Copy all entries exactly, and wherever an entry holds a picture, leave that picture out.

Records from a data collection
========================================================================
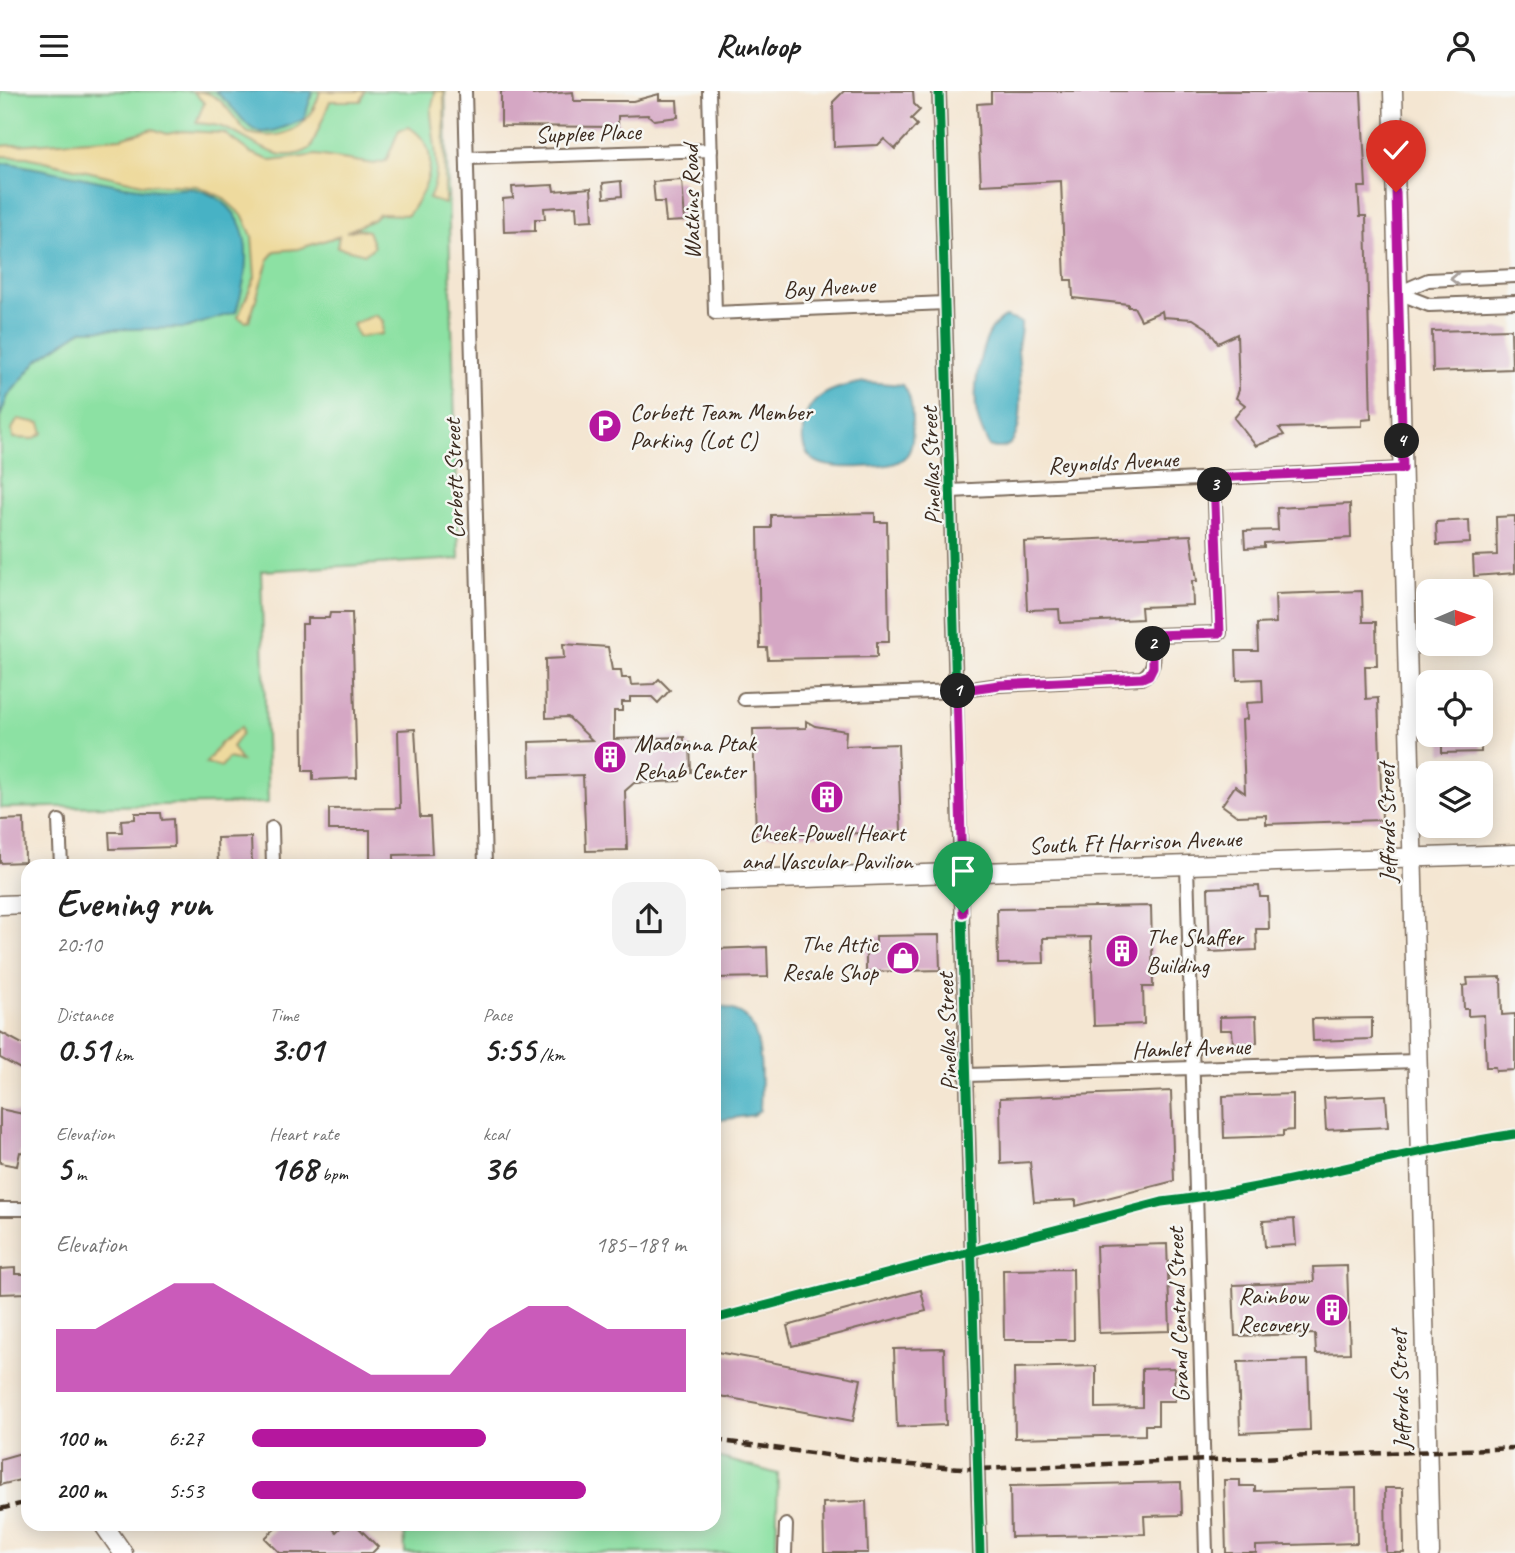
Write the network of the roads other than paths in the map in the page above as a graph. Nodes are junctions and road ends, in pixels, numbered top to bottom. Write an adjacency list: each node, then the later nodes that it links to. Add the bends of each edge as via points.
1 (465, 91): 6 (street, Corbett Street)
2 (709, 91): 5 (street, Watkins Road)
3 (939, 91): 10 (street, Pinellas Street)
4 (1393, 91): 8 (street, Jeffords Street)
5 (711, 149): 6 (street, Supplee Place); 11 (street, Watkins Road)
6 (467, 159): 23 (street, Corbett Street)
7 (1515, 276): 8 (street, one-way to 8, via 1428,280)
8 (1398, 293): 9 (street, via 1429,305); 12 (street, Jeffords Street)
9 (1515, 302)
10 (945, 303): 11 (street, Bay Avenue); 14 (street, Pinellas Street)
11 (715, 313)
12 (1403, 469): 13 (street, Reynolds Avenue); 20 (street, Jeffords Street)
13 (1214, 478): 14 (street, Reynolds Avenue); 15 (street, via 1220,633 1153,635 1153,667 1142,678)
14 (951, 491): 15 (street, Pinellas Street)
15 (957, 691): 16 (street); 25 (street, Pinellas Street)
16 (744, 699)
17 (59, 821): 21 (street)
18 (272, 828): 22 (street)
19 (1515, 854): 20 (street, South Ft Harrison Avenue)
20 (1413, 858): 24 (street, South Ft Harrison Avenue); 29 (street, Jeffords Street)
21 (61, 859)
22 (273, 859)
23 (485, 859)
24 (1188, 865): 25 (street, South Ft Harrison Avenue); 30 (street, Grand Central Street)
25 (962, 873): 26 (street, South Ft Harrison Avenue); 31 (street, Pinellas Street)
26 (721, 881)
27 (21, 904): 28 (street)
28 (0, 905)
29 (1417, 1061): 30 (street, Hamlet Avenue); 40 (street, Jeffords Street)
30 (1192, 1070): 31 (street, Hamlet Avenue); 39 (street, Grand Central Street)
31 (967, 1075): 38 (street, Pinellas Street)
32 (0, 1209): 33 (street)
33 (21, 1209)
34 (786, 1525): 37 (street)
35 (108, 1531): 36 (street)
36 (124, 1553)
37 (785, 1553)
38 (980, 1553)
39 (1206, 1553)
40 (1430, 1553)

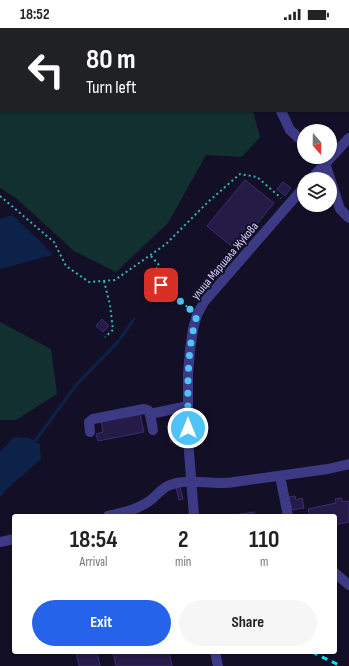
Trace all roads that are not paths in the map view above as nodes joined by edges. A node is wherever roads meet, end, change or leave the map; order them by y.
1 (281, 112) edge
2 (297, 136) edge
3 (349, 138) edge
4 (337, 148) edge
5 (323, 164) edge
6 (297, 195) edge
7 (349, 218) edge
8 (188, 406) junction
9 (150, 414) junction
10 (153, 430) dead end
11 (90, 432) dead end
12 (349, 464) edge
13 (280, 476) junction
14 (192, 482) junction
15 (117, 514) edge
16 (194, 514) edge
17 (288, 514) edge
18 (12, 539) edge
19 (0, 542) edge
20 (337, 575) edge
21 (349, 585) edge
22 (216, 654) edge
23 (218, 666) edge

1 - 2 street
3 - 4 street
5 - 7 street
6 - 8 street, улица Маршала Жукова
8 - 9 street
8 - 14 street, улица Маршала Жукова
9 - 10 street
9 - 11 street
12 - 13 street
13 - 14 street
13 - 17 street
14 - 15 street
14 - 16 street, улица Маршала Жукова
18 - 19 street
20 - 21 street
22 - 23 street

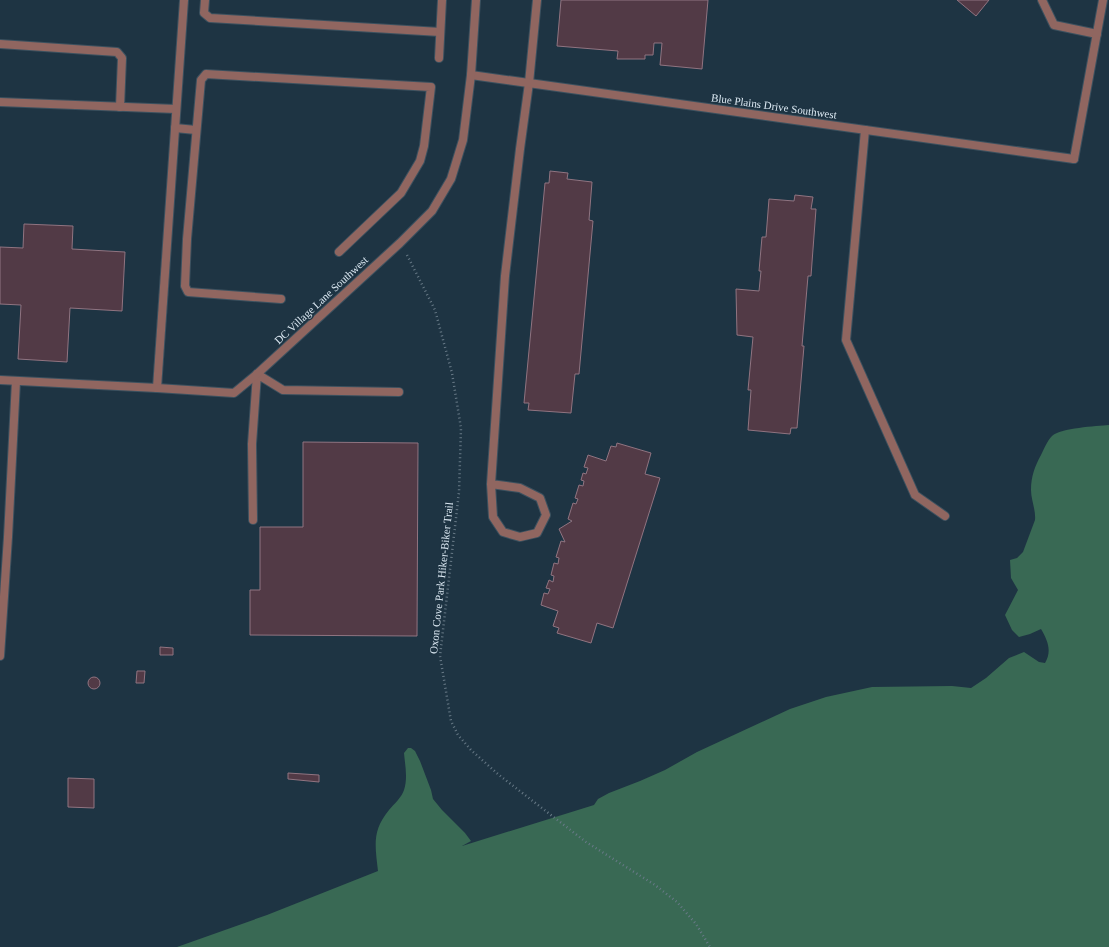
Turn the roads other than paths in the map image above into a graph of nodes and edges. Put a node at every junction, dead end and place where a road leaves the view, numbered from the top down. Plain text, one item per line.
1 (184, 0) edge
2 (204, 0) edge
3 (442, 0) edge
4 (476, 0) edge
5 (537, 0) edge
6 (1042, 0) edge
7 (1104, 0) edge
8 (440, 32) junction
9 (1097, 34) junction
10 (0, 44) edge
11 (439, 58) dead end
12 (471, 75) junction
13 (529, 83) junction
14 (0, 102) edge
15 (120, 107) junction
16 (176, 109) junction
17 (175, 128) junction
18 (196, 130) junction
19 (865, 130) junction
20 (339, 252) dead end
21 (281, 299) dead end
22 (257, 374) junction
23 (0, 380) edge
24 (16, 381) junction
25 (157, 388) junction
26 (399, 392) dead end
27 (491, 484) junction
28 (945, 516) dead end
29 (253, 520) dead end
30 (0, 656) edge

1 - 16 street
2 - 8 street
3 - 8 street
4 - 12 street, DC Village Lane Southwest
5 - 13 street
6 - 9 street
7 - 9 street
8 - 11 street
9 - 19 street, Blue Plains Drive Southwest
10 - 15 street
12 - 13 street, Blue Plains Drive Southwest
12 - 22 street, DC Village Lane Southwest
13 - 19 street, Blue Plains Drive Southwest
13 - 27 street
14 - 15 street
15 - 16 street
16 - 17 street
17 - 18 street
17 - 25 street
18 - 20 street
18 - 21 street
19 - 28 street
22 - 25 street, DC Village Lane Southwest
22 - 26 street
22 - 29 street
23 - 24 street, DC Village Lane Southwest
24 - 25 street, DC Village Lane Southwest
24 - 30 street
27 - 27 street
========================================================================
▶ Exercise output
Write the network of the roads other than paths in the map in the page above as a graph. Nodes are junctions and road ends, in pixels, numbered top to bottom. Write an adjacency list: each node, then the later nodes that it links to. Add the bends of each edge as via points.
1 (465, 91): 6 (street, Corbett Street)
2 (709, 91): 5 (street, Watkins Road)
3 (939, 91): 10 (street, Pinellas Street)
4 (1393, 91): 8 (street, Jeffords Street)
5 (711, 149): 6 (street, Supplee Place); 11 (street, Watkins Road)
6 (467, 159): 23 (street, Corbett Street)
7 (1515, 276): 8 (street, one-way to 8, via 1428,280)
8 (1398, 293): 9 (street, via 1429,305); 12 (street, Jeffords Street)
9 (1515, 302)
10 (945, 303): 11 (street, Bay Avenue); 14 (street, Pinellas Street)
11 (715, 313)
12 (1403, 469): 13 (street, Reynolds Avenue); 20 (street, Jeffords Street)
13 (1214, 478): 14 (street, Reynolds Avenue); 15 (street, via 1220,633 1153,635 1153,667 1142,678)
14 (951, 491): 15 (street, Pinellas Street)
15 (957, 691): 16 (street); 25 (street, Pinellas Street)
16 (744, 699)
17 (59, 821): 21 (street)
18 (272, 828): 22 (street)
19 (1515, 854): 20 (street, South Ft Harrison Avenue)
20 (1413, 858): 24 (street, South Ft Harrison Avenue); 29 (street, Jeffords Street)
21 (61, 859)
22 (273, 859)
23 (485, 859)
24 (1188, 865): 25 (street, South Ft Harrison Avenue); 30 (street, Grand Central Street)
25 (962, 873): 26 (street, South Ft Harrison Avenue); 31 (street, Pinellas Street)
26 (721, 881)
27 (21, 904): 28 (street)
28 (0, 905)
29 (1417, 1061): 30 (street, Hamlet Avenue); 40 (street, Jeffords Street)
30 (1192, 1070): 31 (street, Hamlet Avenue); 39 (street, Grand Central Street)
31 (967, 1075): 38 (street, Pinellas Street)
32 (0, 1209): 33 (street)
33 (21, 1209)
34 (786, 1525): 37 (street)
35 (108, 1531): 36 (street)
36 (124, 1553)
37 (785, 1553)
38 (980, 1553)
39 (1206, 1553)
40 (1430, 1553)

Trace all roads that are not paths in the map view above as nodes joined by edges. A node is wherever roads meet, end, change or leave the map; order them by y.
1 (281, 112) edge
2 (297, 136) edge
3 (349, 138) edge
4 (337, 148) edge
5 (323, 164) edge
6 (297, 195) edge
7 (349, 218) edge
8 (188, 406) junction
9 (150, 414) junction
10 (153, 430) dead end
11 (90, 432) dead end
12 (349, 464) edge
13 (280, 476) junction
14 (192, 482) junction
15 (117, 514) edge
16 (194, 514) edge
17 (288, 514) edge
18 (12, 539) edge
19 (0, 542) edge
20 (337, 575) edge
21 (349, 585) edge
22 (216, 654) edge
23 (218, 666) edge

1 - 2 street
3 - 4 street
5 - 7 street
6 - 8 street, улица Маршала Жукова
8 - 9 street
8 - 14 street, улица Маршала Жукова
9 - 10 street
9 - 11 street
12 - 13 street
13 - 14 street
13 - 17 street
14 - 15 street
14 - 16 street, улица Маршала Жукова
18 - 19 street
20 - 21 street
22 - 23 street

Turn the roads other than paths in the map image above into a graph of nodes and edges. Put a node at every junction, dead end and place where a road leaves the view, numbered from the top down. Plain text, one item per line.
1 (184, 0) edge
2 (204, 0) edge
3 (442, 0) edge
4 (476, 0) edge
5 (537, 0) edge
6 (1042, 0) edge
7 (1104, 0) edge
8 (440, 32) junction
9 (1097, 34) junction
10 (0, 44) edge
11 (439, 58) dead end
12 (471, 75) junction
13 (529, 83) junction
14 (0, 102) edge
15 (120, 107) junction
16 (176, 109) junction
17 (175, 128) junction
18 (196, 130) junction
19 (865, 130) junction
20 (339, 252) dead end
21 (281, 299) dead end
22 (257, 374) junction
23 (0, 380) edge
24 (16, 381) junction
25 (157, 388) junction
26 (399, 392) dead end
27 (491, 484) junction
28 (945, 516) dead end
29 (253, 520) dead end
30 (0, 656) edge

1 - 16 street
2 - 8 street
3 - 8 street
4 - 12 street, DC Village Lane Southwest
5 - 13 street
6 - 9 street
7 - 9 street
8 - 11 street
9 - 19 street, Blue Plains Drive Southwest
10 - 15 street
12 - 13 street, Blue Plains Drive Southwest
12 - 22 street, DC Village Lane Southwest
13 - 19 street, Blue Plains Drive Southwest
13 - 27 street
14 - 15 street
15 - 16 street
16 - 17 street
17 - 18 street
17 - 25 street
18 - 20 street
18 - 21 street
19 - 28 street
22 - 25 street, DC Village Lane Southwest
22 - 26 street
22 - 29 street
23 - 24 street, DC Village Lane Southwest
24 - 25 street, DC Village Lane Southwest
24 - 30 street
27 - 27 street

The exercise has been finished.